Interview de Laurent Pasquier, cofondateur de C'est-qui-le-patron?!?
L’objectif de C’est qui le Patron ?! est de rémunérer décemment les producteurs alimentaires. Les consommateurs élaborent parallèlement le cahier des charges des produits d’où découle le prix de vente. Entretien avec Laurent Pasquier, créateur de MesGouts.fr et co-fondateur de C’est qui le patron ?!
Quelles transformations nous poussent à changer notre façon de produire et de consommer ?
Nous préparons une planète inhospitalière en détruisant l’équilibre créé depuis des millions d’années. La Terre se reconstituera et d’autres animaux y vivront, mais nous détruisons celle où l’on souhaite que nos enfants soient heureux. Je me sens la responsabilité d’être plus précautionneux dans l’utilisation des ressources pour offrir aux êtres à venir une planète vivable. Nos enfants à nous vivent dans un cocon, mais si le reste de la planète meure cela ne marche pas.
Et C’est qui le patron ?! s’inscrit dans cette vision ?
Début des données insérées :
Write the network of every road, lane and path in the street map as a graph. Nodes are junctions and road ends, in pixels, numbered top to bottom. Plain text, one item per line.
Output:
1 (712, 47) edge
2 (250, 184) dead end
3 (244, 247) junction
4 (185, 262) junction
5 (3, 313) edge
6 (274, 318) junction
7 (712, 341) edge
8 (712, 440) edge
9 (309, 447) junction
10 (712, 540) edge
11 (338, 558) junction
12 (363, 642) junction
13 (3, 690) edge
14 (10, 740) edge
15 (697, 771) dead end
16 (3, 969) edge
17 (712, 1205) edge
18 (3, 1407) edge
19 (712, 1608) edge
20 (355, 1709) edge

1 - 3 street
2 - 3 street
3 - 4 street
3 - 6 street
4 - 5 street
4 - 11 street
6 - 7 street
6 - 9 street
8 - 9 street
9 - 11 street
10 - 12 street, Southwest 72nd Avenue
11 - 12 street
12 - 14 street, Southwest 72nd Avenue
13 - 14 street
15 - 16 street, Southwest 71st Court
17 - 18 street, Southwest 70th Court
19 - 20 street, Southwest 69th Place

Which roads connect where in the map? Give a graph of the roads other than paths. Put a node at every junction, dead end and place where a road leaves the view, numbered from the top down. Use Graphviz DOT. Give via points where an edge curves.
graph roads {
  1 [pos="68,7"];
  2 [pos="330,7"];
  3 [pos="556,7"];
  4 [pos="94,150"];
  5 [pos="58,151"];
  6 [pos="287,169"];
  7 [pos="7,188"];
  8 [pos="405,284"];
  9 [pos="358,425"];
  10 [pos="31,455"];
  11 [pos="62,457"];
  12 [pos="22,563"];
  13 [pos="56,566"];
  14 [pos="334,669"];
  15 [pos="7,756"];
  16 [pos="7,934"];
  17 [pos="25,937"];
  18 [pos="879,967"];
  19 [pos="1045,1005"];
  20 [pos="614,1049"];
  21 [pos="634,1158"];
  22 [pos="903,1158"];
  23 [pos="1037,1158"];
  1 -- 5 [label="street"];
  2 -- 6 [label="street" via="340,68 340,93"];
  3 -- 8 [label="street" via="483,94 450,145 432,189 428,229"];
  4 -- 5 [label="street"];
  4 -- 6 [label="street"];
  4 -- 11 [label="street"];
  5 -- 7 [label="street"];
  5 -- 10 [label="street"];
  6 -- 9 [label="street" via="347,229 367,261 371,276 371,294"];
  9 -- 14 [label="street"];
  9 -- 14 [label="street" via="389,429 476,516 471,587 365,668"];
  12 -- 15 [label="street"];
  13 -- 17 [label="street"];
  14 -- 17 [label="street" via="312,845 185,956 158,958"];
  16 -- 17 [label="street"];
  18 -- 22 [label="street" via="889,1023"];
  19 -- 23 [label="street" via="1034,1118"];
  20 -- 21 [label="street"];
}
L’objectif de C’est qui le patron ?! est de faire s’exprimer les gens, les informer, les faire réfléchir. Nous manquons de mémoire sur les thèmes de l’agriculture et de l’élevage. Avant nous apprenions dans notre environnement familial. Aujourd’hui notre famille et nos amis sont urbains. On ne sait plus comment une plante pousse, comment un animal s’élève. Il faut amener les gens à réfléchir pour faire évoluer les choses. Les perspectives des Millennials ne sont pas celles que nous nous avions dans les années 70. Le progrès paraissait génial. Tout avait l’air formidable en 2000 ! En grandissant les Millenials voient leur planète mourir et l’endettement croitre. Ils portent une sorte de révolution de la consommation. Cette consommation en rupture entraine une partie des générations précédentes. Ensemble ils deviennent assez nombreux pour que « ça prenne ». C’est qui le patron ?! et Mes gouts.fr s’inscrivent dans cette vision. Mes gouts.fr n’a pas fonctionné car la maturité sociale n’était pas là. Cela se joue à quelques années. C’est qui le patron ?! créé en 2013 n’arrive à se lancer qu’en 2016.
Comment faire confiance à un cahier des charges élaboré par des gens qui ne connaissent rien en poulet, beurre ou chocolat ?
Les questionnaires qui définissent les cahiers de charges sont coconstruits. Ils se basent sur l’expertise des producteurs, transformateurs et professions intermédiaires (organismes de stockage, coopératives). Un questionnaire a des règles, il doit représenter l’offre du marché, être précis sans être trop technique. En votant, les gens doivent apprendre des choses. On essaie d’être pédagogues. Nous prévoyons les conséquences et les incompatibilités entre les réponses. L’arbitrage se fait avec le prix : si le consommateur ne voit pas l’intérêt d’une option, le prix baisse. S’il faut trancher entre le prix et une option qui lui plait, souvent il opte pour l’option intermédiaire. On obtient des produits équilibrés et la promesse d’achat est transformée.
Quelles sont vos relations avec la grande distribution ?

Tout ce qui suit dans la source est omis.